今のリンウェルは、こうやって軽口を叩けるくらいには自分が魔法使いの一族だと受け止められるようになっている。この血を憎んで、こんな力なければよかったと嘆いていた日々はもう昔の話だ。今は、この力で出来ることがあるなら喜んで行使したいと思っている。それがどれだけの成長であるか本人は自覚していないが。
「そもそも魔法使いと呪いは関係ないし!星霊術と呪術は違うから!」
「わかったわかった。ほら次読もうぜ?」
ロウがそう言って取り出した本は比較的新しい。
「なになに、……"グミ太郎"?」
その表紙には剣を持った青年が邪悪な敵と対峙する姿が描かれていた。
「一人の青年がグミで狼とエイプとフクロウを手懐け、魔物退治の旅に出る話、だって」
「おお!狼!」
「この青年って、アルフェンみたい」
「俺はグミで手懐けられたんじゃねぇ!」
「狼であることは否定しないんだ……」
何冊か読み進めるとロウもすっかり慣れてきたようで、すらすらと文字を読めるようになってきた。
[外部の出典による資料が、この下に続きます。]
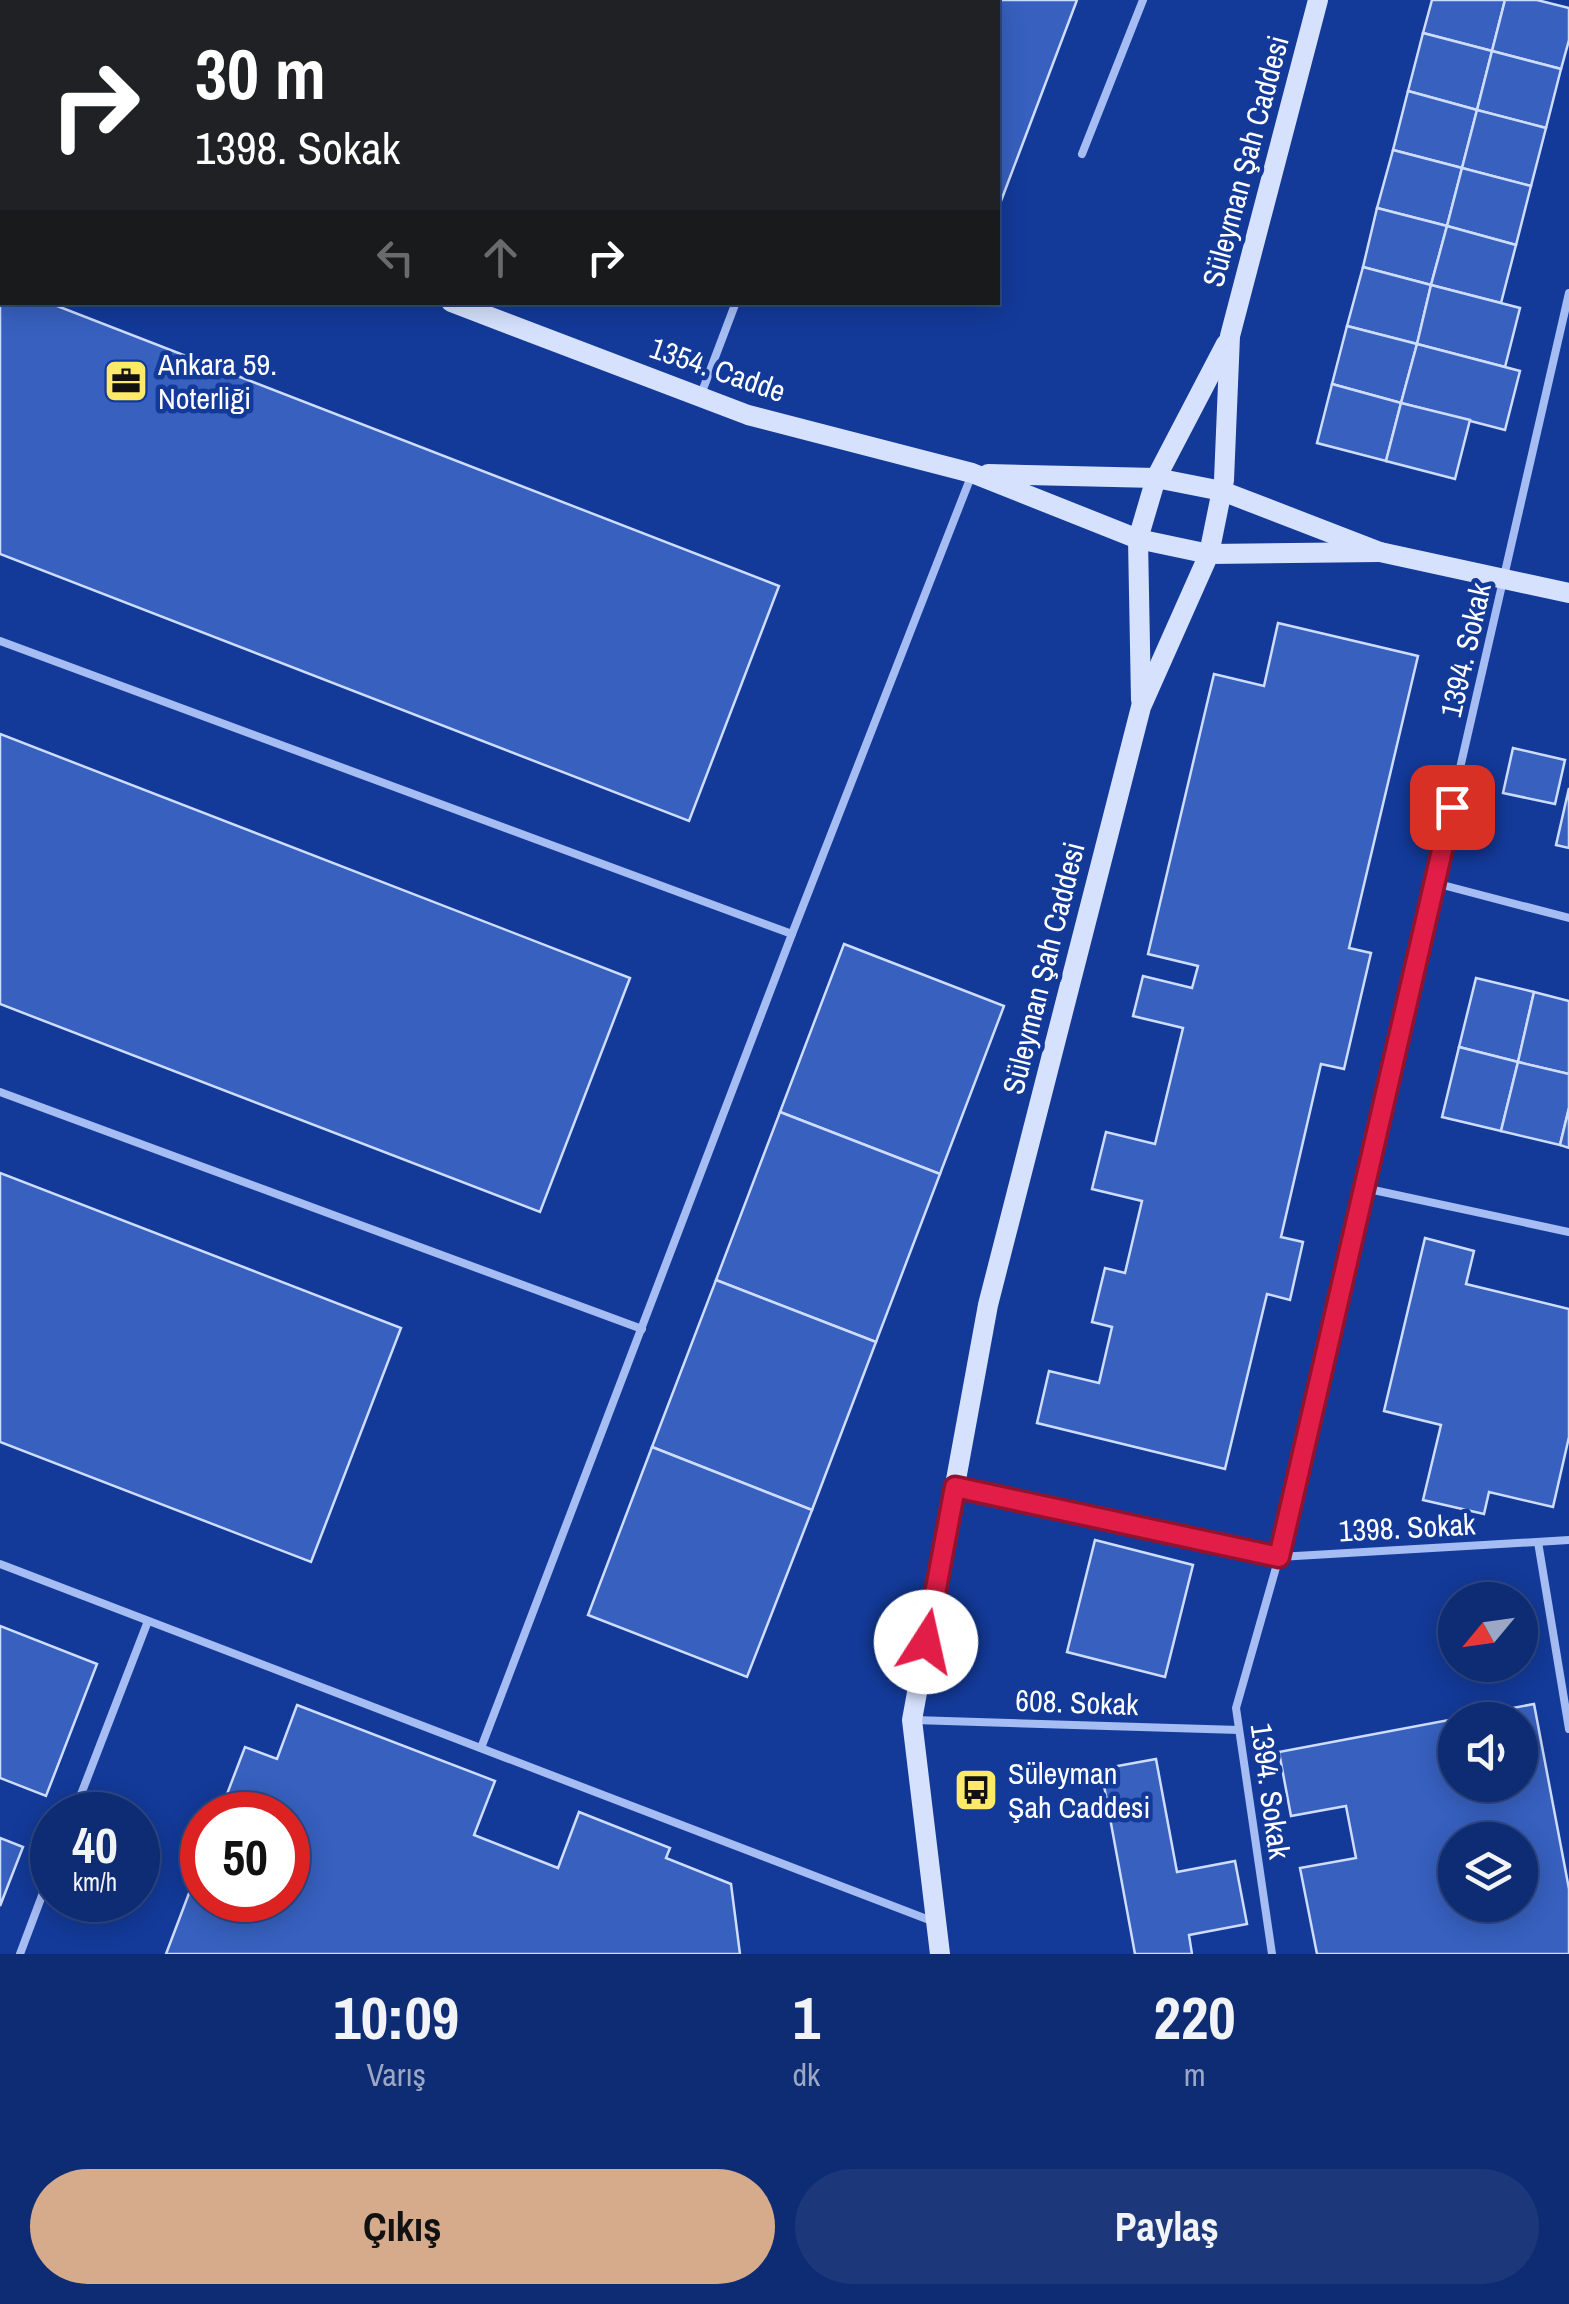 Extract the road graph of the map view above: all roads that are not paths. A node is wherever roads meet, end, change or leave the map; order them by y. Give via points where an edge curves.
1 (1143, 0) edge
2 (1318, 0) edge
3 (1082, 154) dead end
4 (1569, 292) edge
5 (459, 305) edge
6 (735, 305) edge
7 (1230, 336) junction
8 (700, 396) junction
9 (972, 473) junction
10 (1156, 478) junction
11 (1222, 491) junction
12 (1138, 539) junction
13 (1380, 552) junction
14 (1209, 554) junction
15 (1504, 580) junction
16 (1569, 593) edge
17 (0, 641) edge
18 (1141, 707) junction
19 (1435, 883) junction
20 (1569, 918) edge
21 (792, 934) junction
22 (0, 1092) edge
23 (1364, 1188) junction
24 (1569, 1232) edge
25 (642, 1329) junction
26 (955, 1487) junction
27 (1569, 1540) edge
28 (1538, 1542) junction
29 (1279, 1557) junction
30 (0, 1564) edge
31 (148, 1621) junction
32 (912, 1720) junction
33 (1569, 1728) edge
34 (1239, 1730) junction
35 (481, 1748) junction
36 (83, 1792) edge
37 (32, 1922) edge
38 (936, 1923) junction
39 (20, 1954) edge
40 (940, 1954) edge
41 (1272, 1954) edge

1 - 3 lane
2 - 7 main road, Süleyman Şah Caddesi
4 - 15 lane, 1394. Sokak
5 - 8 main road, 1354. Cadde
6 - 8 lane
7 - 10 main road
7 - 11 main road
8 - 9 main road, 1354. Cadde via 748,415
9 - 10 main road, 1354. Cadde
9 - 12 main road, 1354. Cadde
9 - 21 lane
10 - 11 main road, 1354. Cadde
10 - 12 main road
11 - 13 main road, 1354. Cadde
11 - 14 main road
12 - 14 main road, 1354. Cadde
12 - 18 main road
13 - 14 main road, 1354. Cadde
13 - 15 main road, 1354. Cadde
14 - 18 main road
15 - 16 main road, 1354. Cadde
15 - 19 lane, 1394. Sokak
17 - 21 lane
18 - 26 main road, Süleyman Şah Caddesi via 988,1305
19 - 20 lane
19 - 23 lane, 1394. Sokak
21 - 25 lane
22 - 25 lane
23 - 24 lane
23 - 29 lane, 1394. Sokak
25 - 35 lane
26 - 29 lane, 1398. Sokak
26 - 32 main road, Süleyman Şah Caddesi
27 - 28 lane, 1398. Sokak
28 - 29 lane, 1398. Sokak
28 - 33 lane
29 - 34 lane, 1394. Sokak via 1236,1708
30 - 31 lane
31 - 35 lane
31 - 36 lane
32 - 34 lane, 608. Sokak
32 - 38 main road, Süleyman Şah Caddesi
34 - 41 lane, 1394. Sokak
35 - 38 lane
37 - 39 lane
38 - 40 main road, Süleyman Şah Caddesi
もともとの能力は高そうだし、もっと勉強したらいいのに、とリンウェルはすこし勿体なく思っている。本人に言ったところで嫌だと一蹴されてしまうのだろうけど。
「最後はこれ、"灰かぶり姫"だって」
そう言ってリンウェルが手にした本は今までで一番装丁が美しい。厚みはないものの、表紙、や裏表紙、背表紙まで凝ったつくりになっている。
「また姫シリーズかよ」
「こういう話はウケがいいんだよ、きっと」
ロウの言う通り、絵本にはお姫様の物語が多い。リンウェルが今回借りてきた本にもそういった内容のものが多く含まれていた。
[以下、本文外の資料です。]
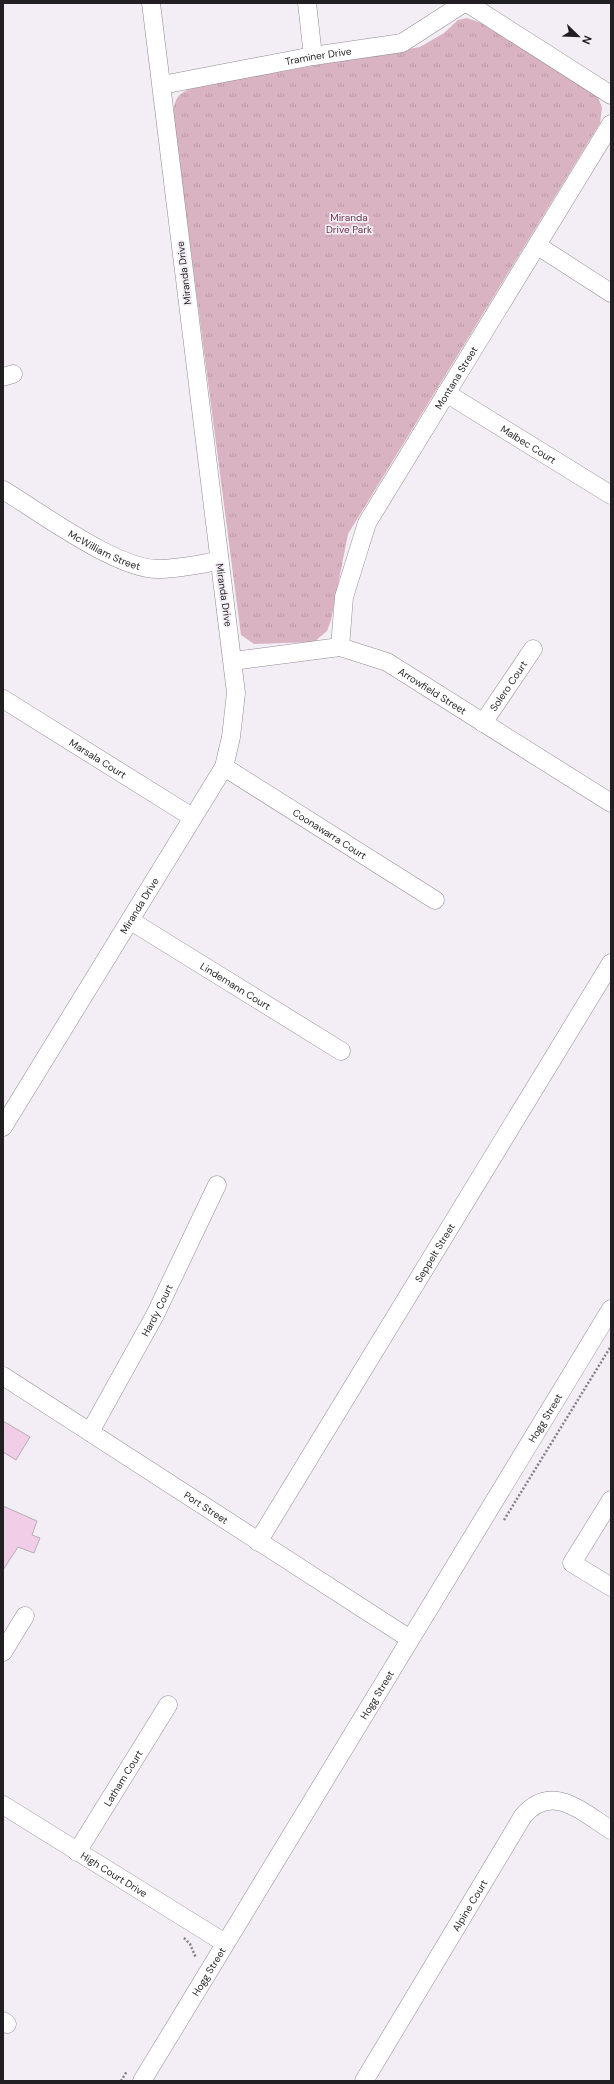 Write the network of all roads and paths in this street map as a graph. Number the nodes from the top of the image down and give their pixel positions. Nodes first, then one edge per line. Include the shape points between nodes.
1 (151, 3) edge
2 (307, 3) edge
3 (466, 3) edge
4 (313, 56) junction
5 (162, 85) junction
6 (611, 95) edge
7 (611, 124) edge
8 (538, 246) junction
9 (611, 293) edge
10 (446, 393) junction
11 (3, 490) edge
12 (611, 495) edge
13 (219, 562) junction
14 (340, 647) junction
15 (533, 649) dead end
16 (233, 661) junction
17 (3, 699) edge
18 (483, 723) junction
19 (224, 767) junction
20 (611, 803) edge
21 (192, 817) junction
22 (435, 900) dead end
23 (131, 921) junction
24 (611, 963) edge
25 (341, 1051) dead end
26 (3, 1127) edge
27 (216, 1185) dead end
28 (611, 1309) edge
29 (3, 1376) edge
30 (90, 1432) junction
31 (611, 1500) edge
32 (258, 1542) junction
33 (611, 1587) edge
34 (25, 1616) dead end
35 (410, 1639) junction
36 (3, 1652) edge
37 (168, 1705) dead end
38 (3, 1805) edge
39 (611, 1830) edge
40 (77, 1852) junction
41 (225, 1943) junction
42 (142, 2081) edge
43 (364, 2081) edge

1 - 5 street, Miranda Drive
2 - 4 street
3 - 4 street, Traminer Drive via 402,43
3 - 6 street
4 - 5 street, Traminer Drive
5 - 13 street, Miranda Drive
7 - 8 street, Montana Street
8 - 9 street
8 - 10 street, Montana Street
10 - 12 street, Malbec Court
10 - 14 street, Montana Street via 367,523 344,597
11 - 13 street, McWilliam Street via 95,546 135,565 158,569
13 - 16 street, Miranda Drive
14 - 16 street, Arrowfield Street
14 - 18 street, Arrowfield Street via 387,662
15 - 18 street, Solero Court
16 - 19 street, Miranda Drive via 236,693 231,737
17 - 21 street, Marsala Court
18 - 20 street, Arrowfield Street
19 - 21 street, Miranda Drive
19 - 22 street, Coonawarra Court
21 - 23 street, Miranda Drive
23 - 25 street, Lindemann Court
23 - 26 street, Miranda Drive
24 - 32 street, Seppelt Street
27 - 30 street, Hardy Court via 155,1315
28 - 35 street, Hogg Street
29 - 30 street, Port Street
30 - 32 street, Port Street
31 - 33 street via 572,1563
32 - 35 street, Port Street
34 - 36 street
35 - 41 street, Hogg Street
37 - 40 street, Latham Court
38 - 40 street, High Court Drive
39 - 43 street, Alpine Court via 568,1803 555,1800 541,1802 523,1816
40 - 41 street, High Court Drive
41 - 42 street, Hogg Street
「内容は、っと……いじめられていた美しい娘が魔法使いの力を借りて着飾り、舞踏会に参加して王子の心を射止める話……おお!良い魔法使い!」
「なんか目的が変わってねえか?」
ロウの言葉を無視してページを捲ると、優しそうな老婆の姿をした魔法使いが女の子の服を美しいドレスへと変化させる姿が描かれていた。
「これはね、もう……奇術!」
「魔法使いって難しいのな」
愕然として机に突っ伏すリンウェルにロウが同情のため息をつく。
何かを諦めたようにリンウェルが絵本を捲っていくとその最後のページには美しい姫と王子様がダンスを踊る様子が優雅に描かれていた。
「やっぱさ、女子なら王子様ってやつに憧れんのか?」
ロウの質問にどこか他人事のような気持ちでリンウェルは考える。
「うーん、どうだろう」
リンウェル自身、そういう物語を読んでも王子様に憧れたことはなかった。それは自身の境遇からか、それとも絵本の世界はそういうもので自分とは全く関係のないものだと割り切っていたからか。
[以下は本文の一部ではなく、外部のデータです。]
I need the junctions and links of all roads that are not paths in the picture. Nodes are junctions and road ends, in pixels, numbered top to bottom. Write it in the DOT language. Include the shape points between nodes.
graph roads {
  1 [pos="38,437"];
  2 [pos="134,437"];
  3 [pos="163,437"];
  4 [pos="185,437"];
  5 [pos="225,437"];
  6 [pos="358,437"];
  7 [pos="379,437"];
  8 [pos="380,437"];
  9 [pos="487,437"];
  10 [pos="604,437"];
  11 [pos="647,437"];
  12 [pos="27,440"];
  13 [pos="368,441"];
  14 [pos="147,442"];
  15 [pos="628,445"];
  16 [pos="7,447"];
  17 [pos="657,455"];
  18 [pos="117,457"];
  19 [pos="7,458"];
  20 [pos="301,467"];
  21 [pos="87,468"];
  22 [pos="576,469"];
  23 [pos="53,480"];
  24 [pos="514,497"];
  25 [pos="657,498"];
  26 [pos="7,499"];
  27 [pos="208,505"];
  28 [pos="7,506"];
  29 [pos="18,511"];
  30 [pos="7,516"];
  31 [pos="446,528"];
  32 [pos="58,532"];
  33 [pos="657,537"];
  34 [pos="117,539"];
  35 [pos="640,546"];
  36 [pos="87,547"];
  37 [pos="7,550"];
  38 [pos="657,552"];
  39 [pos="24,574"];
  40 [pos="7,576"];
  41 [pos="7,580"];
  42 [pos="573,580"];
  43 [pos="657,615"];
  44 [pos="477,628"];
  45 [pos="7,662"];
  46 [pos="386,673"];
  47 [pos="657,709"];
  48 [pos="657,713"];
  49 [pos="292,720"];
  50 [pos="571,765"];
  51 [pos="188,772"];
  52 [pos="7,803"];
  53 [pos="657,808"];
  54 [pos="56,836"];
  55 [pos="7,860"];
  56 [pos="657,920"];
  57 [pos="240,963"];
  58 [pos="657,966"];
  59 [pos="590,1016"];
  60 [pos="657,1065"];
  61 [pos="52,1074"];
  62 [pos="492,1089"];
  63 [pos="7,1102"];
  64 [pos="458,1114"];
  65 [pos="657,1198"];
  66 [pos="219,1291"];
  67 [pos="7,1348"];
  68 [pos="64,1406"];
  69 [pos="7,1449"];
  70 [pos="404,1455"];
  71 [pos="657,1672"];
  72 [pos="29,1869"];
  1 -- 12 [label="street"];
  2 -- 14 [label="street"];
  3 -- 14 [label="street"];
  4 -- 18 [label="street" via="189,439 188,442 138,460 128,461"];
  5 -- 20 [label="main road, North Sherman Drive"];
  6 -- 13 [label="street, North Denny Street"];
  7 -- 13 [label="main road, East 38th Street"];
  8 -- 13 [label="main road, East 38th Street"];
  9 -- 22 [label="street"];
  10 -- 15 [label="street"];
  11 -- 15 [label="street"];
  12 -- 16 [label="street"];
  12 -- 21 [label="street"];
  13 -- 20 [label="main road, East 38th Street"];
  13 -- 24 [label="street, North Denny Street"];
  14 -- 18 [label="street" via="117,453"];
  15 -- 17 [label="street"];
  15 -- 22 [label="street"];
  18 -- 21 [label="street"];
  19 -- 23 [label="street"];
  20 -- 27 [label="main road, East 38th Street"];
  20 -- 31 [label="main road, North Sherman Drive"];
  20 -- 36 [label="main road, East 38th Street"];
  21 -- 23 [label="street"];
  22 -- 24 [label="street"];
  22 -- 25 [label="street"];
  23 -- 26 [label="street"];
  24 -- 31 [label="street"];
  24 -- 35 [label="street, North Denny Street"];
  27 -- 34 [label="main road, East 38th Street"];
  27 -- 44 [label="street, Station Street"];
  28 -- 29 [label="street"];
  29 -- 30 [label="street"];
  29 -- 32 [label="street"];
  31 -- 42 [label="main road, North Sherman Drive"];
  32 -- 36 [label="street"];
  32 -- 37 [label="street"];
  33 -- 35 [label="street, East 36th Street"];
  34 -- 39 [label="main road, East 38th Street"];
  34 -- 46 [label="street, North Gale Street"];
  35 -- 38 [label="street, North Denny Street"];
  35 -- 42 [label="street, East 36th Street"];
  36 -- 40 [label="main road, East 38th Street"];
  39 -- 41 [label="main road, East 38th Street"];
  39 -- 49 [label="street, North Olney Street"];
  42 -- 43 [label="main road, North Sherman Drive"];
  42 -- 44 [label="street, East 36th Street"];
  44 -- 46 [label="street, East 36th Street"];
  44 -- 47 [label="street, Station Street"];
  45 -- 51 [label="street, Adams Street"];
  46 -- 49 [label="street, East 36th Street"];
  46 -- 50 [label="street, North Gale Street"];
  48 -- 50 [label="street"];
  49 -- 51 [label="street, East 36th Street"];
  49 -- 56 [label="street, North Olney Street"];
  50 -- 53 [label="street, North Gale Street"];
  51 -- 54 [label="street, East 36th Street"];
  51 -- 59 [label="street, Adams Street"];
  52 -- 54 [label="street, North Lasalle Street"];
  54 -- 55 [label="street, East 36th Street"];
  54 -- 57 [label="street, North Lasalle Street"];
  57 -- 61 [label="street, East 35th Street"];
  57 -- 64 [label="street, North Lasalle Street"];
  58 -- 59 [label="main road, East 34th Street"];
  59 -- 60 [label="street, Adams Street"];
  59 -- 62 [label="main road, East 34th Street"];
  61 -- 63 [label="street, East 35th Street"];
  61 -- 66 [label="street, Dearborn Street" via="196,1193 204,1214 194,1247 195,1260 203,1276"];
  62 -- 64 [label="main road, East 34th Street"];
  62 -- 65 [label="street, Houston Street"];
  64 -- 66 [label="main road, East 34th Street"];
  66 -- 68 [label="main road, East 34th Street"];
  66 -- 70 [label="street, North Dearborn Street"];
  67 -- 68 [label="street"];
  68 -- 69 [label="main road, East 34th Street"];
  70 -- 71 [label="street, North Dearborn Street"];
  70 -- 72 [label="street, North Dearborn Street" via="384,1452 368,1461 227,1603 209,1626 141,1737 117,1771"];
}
「そもそも王子様ってあまりイメージがつかないよね。アルフェンは〈王〉なんだけど」
「シオンにとっては王子様なんじゃねーの?」
「それはそうかも!」
「テュオハリムは王子って感じじゃねーし……」
「テュオハリムは王族、みたいな」
「王子も王族だろ」
「むか!ロウのくせに……」
正しいことを言ったのはロウなのに何故かロウの方が睨まれてしまう。
「じゃあロウは王子様になりたいの?」
「べっ別にそういうわけじゃねーけど」
ロウが王子様、とリンウェルは想像してみる。
肉ばっかり食べてて鍛錬ばっかりしてて勉強も好きじゃない王子様。
(従者が大変そう……)
その苦労が目に浮かぶようだ。
ロウに王子様は似合わない。
リンウェルはそう勝手に結論づけると、隣で適当に絵本を捲っているロウに言い放つ。
「ロウは王子様なんかにならないでいいよ」
「はあ?どういう意味だよ」
「そのままでいてってこと」
「お、おう……?」
いまいち納得していないような顔でロウは頷く。
――王子様と結ばれるのはお姫様だから。
ここまで言ってもロウには伝わらないかもしれない。でもそれでいい、それがいいとリンウェルは思う。
「あー腹減ったー。そろそろ飯行こうぜ」
「もうそんな時間かぁ」
リンウェルが時計を確認しながら腕を上に大きく伸びをすると、隣で大きな欠伸をしているロウと目が合った。
「……ふふ」
「なんだよ」
「ううん、ありがと」
「?」
「さぁてご飯だよ!何食べよっかなあ」
立ち上がったリンウェルは上機嫌なのか鼻歌混じりに部屋を出る。ロウにはそれが何故なのかは全くわからなかったが、本が読めて楽しかったのだと理解することにした。